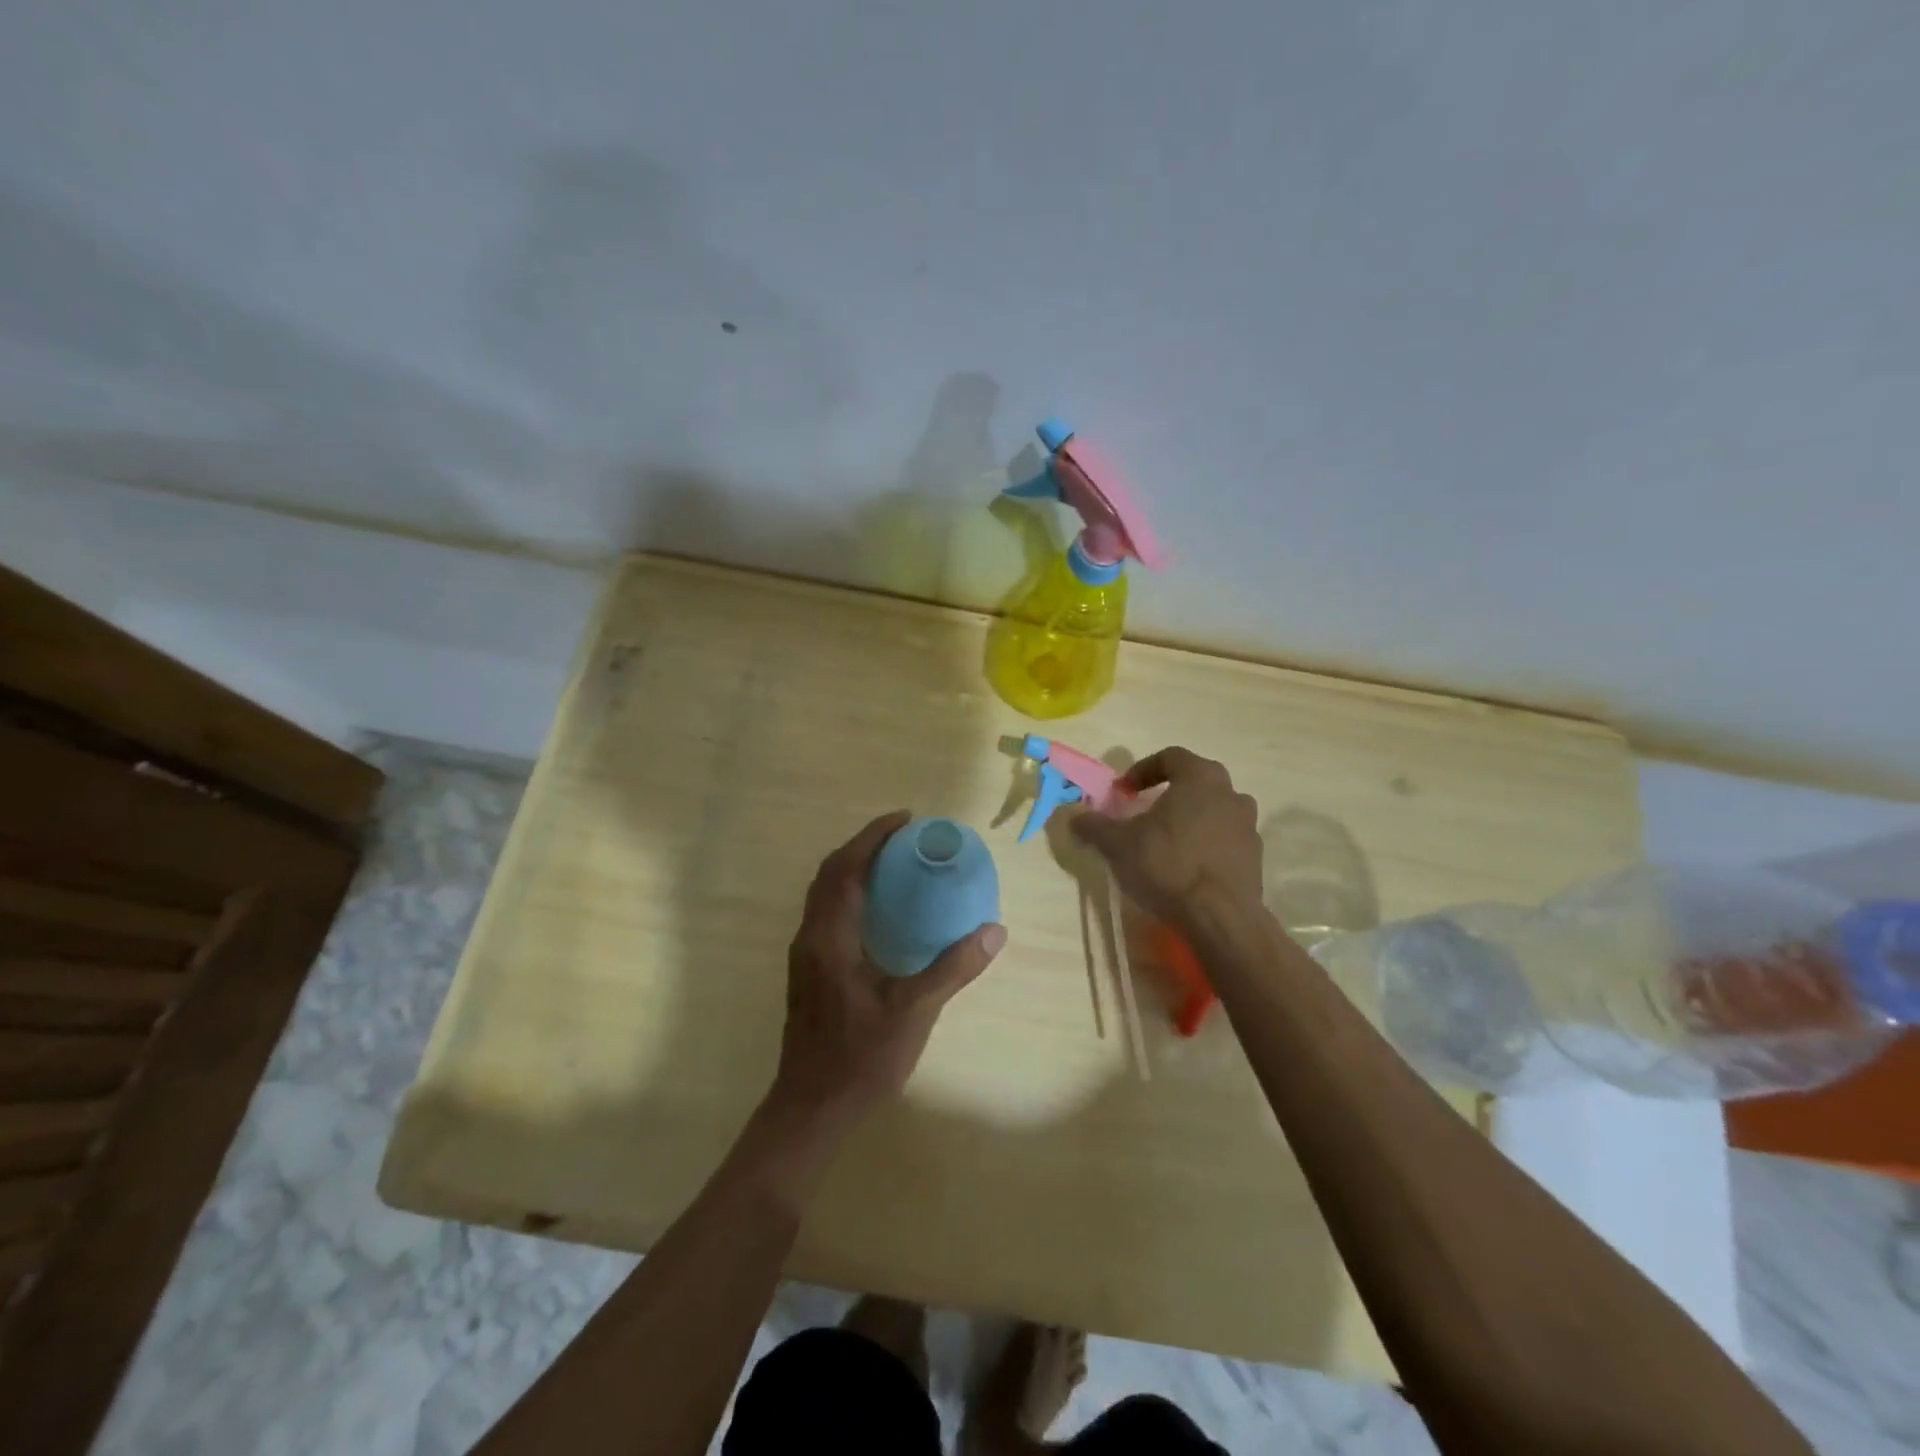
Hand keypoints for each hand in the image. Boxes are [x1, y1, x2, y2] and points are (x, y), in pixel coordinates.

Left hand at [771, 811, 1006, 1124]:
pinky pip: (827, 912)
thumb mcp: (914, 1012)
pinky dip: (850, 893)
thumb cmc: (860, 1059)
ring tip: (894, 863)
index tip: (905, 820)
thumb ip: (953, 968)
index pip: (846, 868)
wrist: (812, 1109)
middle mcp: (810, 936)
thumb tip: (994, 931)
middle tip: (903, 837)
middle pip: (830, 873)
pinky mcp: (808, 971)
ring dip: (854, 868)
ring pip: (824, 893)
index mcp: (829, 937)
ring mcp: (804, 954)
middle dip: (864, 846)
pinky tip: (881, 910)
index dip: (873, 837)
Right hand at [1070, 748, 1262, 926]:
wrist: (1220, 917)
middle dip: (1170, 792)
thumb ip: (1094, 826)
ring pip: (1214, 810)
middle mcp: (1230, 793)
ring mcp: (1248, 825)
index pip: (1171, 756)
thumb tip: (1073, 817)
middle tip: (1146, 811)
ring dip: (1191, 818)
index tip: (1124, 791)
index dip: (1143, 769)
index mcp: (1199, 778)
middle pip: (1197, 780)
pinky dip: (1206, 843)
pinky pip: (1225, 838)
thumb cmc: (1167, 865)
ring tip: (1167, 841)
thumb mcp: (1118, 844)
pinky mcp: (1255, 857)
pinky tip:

○ ○ ○ ○ ○

[YOUR OBJECTIVE] Drop the pictures; repeat each entry above exactly.

[RESULT OF THE TASK]
Hand keypoints for each hand in the image. Boxes are [x1, y1, x2, y2] and points are (x, y), in pixel coordinates.

Left hand at [771, 811, 1006, 1124]:
pinky pip: (827, 912)
thumb mcp: (914, 1012)
pinky dip: (850, 893)
thumb cmc: (860, 1059)
ring tip: (894, 863)
index tip: (905, 820)
thumb ip: (953, 968)
index pip: (846, 868)
wrist: (812, 1109)
middle mcp: (810, 936)
thumb tip: (994, 931)
middle tip: (903, 837)
middle pip: (830, 873)
pinky mcp: (808, 971)
ring dip: (854, 868)
ring pip: (824, 893)
index mcp: (829, 937)
ring mcp: (804, 954)
middle dip: (864, 846)
pinky tip: (881, 910)
index dip: (873, 837)
Right hand at [1070, 748, 1262, 926]:
wrist: (1220, 917)
middle dip: (1170, 792)
thumb ip: (1094, 826)
ring pip: (1214, 810)
middle mcp: (1230, 793)
ring mcp: (1248, 825)
index pip: (1171, 756)
thumb tip: (1073, 817)
middle tip: (1146, 811)
ring dip: (1191, 818)
index tip: (1124, 791)
index dip: (1143, 769)
index mcp: (1199, 778)
middle pip: (1197, 780)
pinky dip: (1206, 843)
pinky pip: (1225, 838)
thumb cmc: (1167, 865)
ring tip: (1167, 841)
thumb mcp: (1118, 844)
pinky mcp: (1255, 857)
pinky tip:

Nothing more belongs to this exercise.